►
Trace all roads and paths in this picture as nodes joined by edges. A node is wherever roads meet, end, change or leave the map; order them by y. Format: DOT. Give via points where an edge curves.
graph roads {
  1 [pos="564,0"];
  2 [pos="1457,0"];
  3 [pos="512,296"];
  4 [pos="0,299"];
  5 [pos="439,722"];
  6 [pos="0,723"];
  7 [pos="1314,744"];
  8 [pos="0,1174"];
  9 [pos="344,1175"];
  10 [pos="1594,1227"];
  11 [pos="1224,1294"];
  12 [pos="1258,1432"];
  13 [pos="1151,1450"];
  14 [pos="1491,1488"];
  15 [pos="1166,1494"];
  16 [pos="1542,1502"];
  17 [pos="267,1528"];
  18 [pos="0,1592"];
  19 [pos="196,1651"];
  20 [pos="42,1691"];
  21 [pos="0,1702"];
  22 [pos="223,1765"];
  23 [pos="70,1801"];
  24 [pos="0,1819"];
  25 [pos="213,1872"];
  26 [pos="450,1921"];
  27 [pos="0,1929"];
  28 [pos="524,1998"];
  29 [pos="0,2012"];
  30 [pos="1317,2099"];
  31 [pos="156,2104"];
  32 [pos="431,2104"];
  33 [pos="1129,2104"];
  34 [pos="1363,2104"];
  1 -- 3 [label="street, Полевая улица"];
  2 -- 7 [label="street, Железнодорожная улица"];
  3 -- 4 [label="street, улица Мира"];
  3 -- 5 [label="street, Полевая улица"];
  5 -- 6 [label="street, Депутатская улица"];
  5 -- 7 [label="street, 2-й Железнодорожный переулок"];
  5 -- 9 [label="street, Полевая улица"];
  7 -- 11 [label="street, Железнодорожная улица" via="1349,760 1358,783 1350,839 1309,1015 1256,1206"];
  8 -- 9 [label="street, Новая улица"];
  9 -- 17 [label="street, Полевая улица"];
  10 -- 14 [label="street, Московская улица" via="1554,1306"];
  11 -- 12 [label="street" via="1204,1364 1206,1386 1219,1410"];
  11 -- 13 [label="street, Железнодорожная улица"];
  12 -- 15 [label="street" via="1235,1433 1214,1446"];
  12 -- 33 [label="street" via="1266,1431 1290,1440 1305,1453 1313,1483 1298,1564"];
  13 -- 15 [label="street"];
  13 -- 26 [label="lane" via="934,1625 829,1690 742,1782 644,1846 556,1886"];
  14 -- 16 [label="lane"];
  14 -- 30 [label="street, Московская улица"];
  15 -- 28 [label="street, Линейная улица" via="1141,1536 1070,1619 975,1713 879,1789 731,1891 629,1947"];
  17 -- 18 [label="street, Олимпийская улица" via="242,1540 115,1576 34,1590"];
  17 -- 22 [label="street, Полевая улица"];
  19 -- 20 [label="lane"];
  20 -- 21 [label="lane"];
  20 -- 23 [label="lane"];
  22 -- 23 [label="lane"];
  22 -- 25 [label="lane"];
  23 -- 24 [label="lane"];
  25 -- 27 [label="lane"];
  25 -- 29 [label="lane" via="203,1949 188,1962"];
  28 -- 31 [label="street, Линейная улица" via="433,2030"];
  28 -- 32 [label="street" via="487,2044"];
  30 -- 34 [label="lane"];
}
◄
The response consists of the lines above that contain "Полевая".

  1 -- 3 [label="street, Полевая улица"];
  3 -- 5 [label="street, Полевая улица"];
  5 -- 9 [label="street, Полевая улица"];
  9 -- 17 [label="street, Полевая улица"];
  17 -- 22 [label="street, Полевая улица"];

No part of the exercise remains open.